La única fuente fiable que citan para ese gran terremoto del año 33, que para ellos sería la causa última de todo en el caso de la sábana santa, es que la Agencia Nacional del Oceáno y la Atmósfera (NOAA) de Estados Unidos tiene en su base de datos de fuertes seísmo uno registrado ese año en Palestina. Vale, pero un año tiene 365 días y, además, que Jesús de Nazaret muriera en el año 33 es algo en lo que ni siquiera están de acuerdo los expertos.

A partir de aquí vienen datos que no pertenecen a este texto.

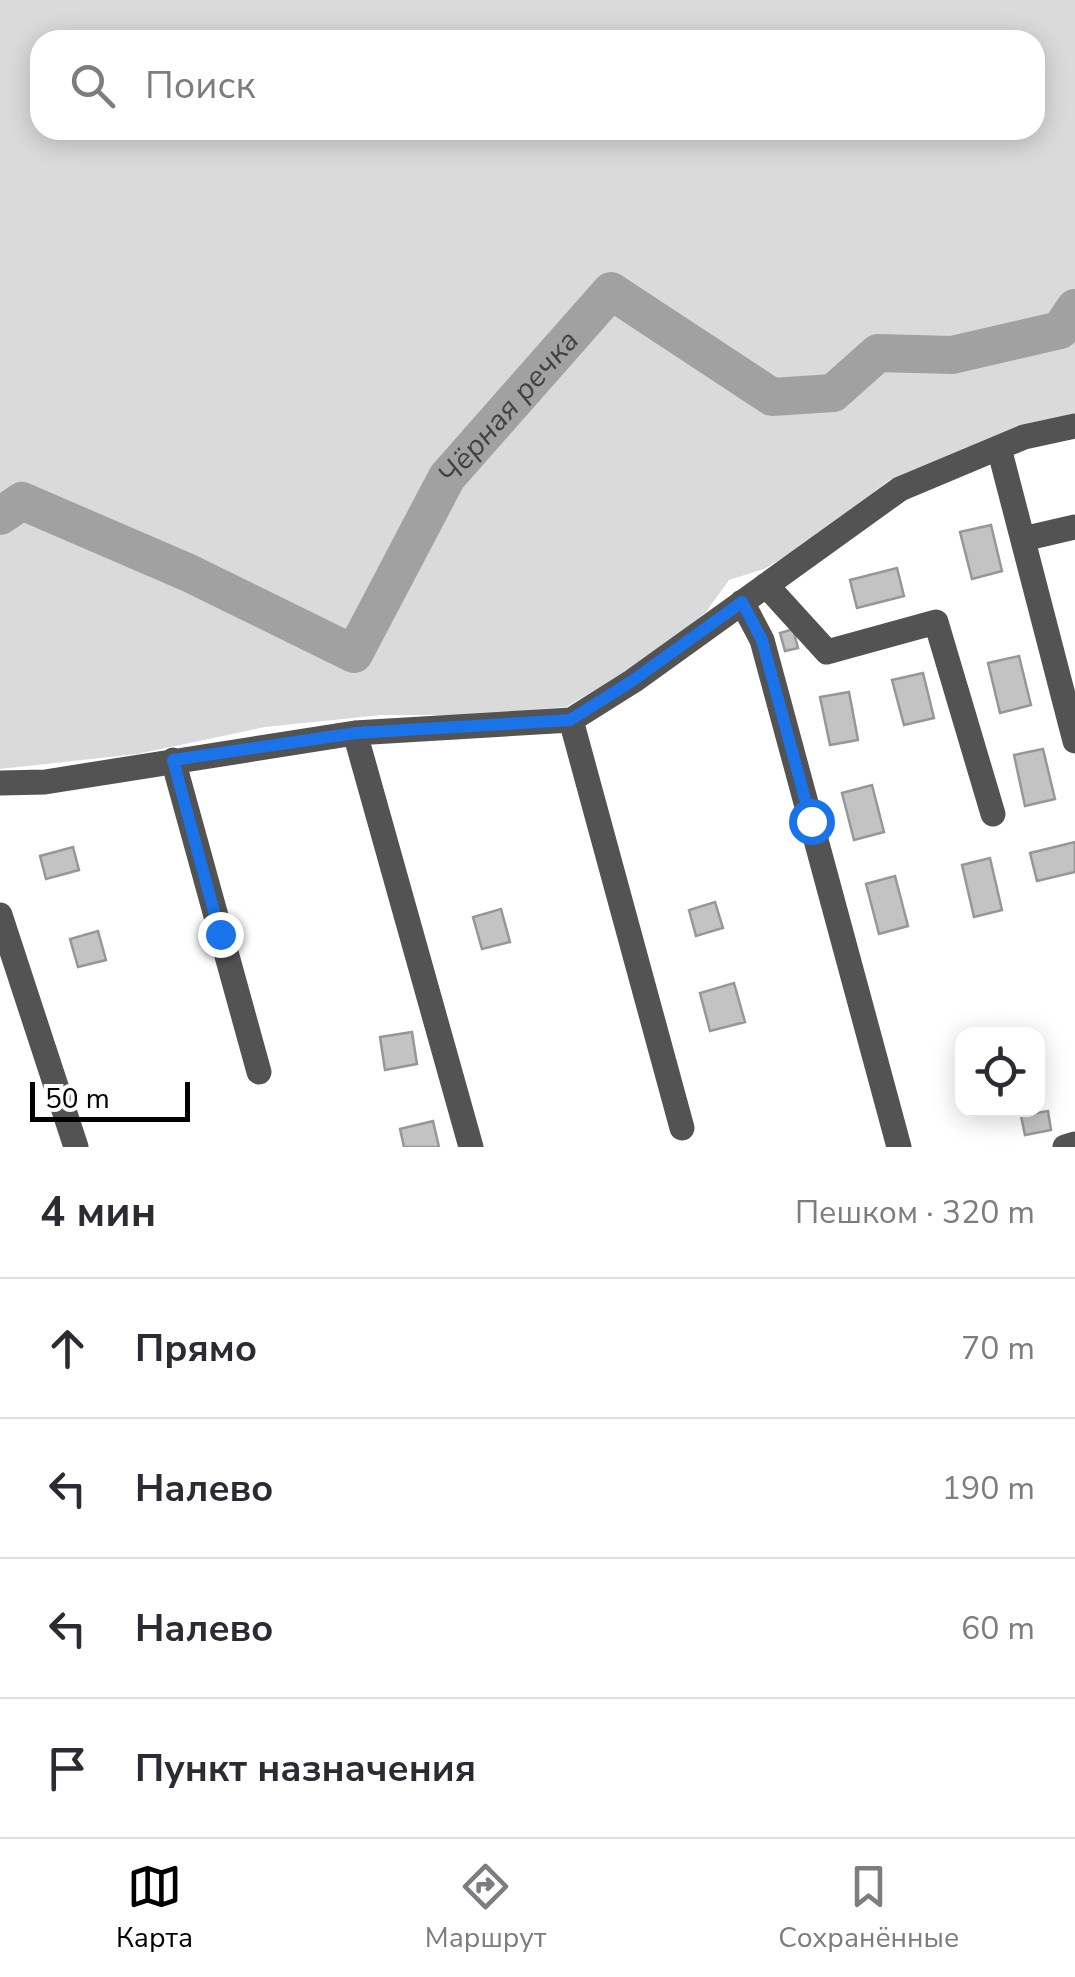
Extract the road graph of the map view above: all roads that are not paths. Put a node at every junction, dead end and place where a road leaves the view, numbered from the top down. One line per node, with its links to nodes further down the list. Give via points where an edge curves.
1 (1075, 426): 2 (street)
2 (999, 448): 4 (street); 5 (street, via 900,489)
3 (1075, 526): 4 (street)
4 (1023, 538): 7 (street)
5 (766, 585): 6 (street); 13 (street, via 827,652 936,622)
6 (742, 602): 8 (street); 20 (street, via 762,640)
7 (1068, 687): 10 (street)
8 (570, 720): 9 (street); 16 (street)
9 (356, 733): 11 (street); 19 (street)
10 (1075, 741)
11 (173, 760): 12 (street); 15 (street)
12 (0, 783)
13 (994, 814)
14 (0, 915): 18 (street)
15 (259, 1072)
16 (682, 1128)
17 (1075, 1144): 21 (street)
18 (76, 1147)
19 (470, 1147)
20 (899, 1147)
21 (1065, 1147)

¿Cabe mayor despropósito? Sí, sólo es cuestión de tiempo. Recuerden que estamos hablando de sindonología, esa pseudociencia que tiene como único objeto de estudio una tela de 4,32 metros de longitud y 1,10 de anchura en la cual se habría imprimido por arte de magia la imagen del cadáver de Jesús. Además de los resultados del carbono 14, los creyentes en la autenticidad del lienzo -como Carpinteri, Lacidogna y Borla- suelen dejar a un lado que no existan pruebas de la existencia de la tela anteriores a mediados del siglo XIV; la admisión en 1390 de Clemente VII, papa de Avignon, de que “la figura o representación no es el verdadero Sudario de Nuestro Señor, sino que se trata de una pintura o un cuadro de la Sábana Santa”; y las imposibilidades físicas de la figura, como que las piernas estén estiradas en la imagen frontal, pero se vea la planta del pie izquierdo en la dorsal. Por no hablar de réplicas como la hecha, por medios no milagrosos, por el químico italiano Luigi Garlaschelli en 2009 a partir del cuerpo de un voluntario y el rostro de un bajorrelieve.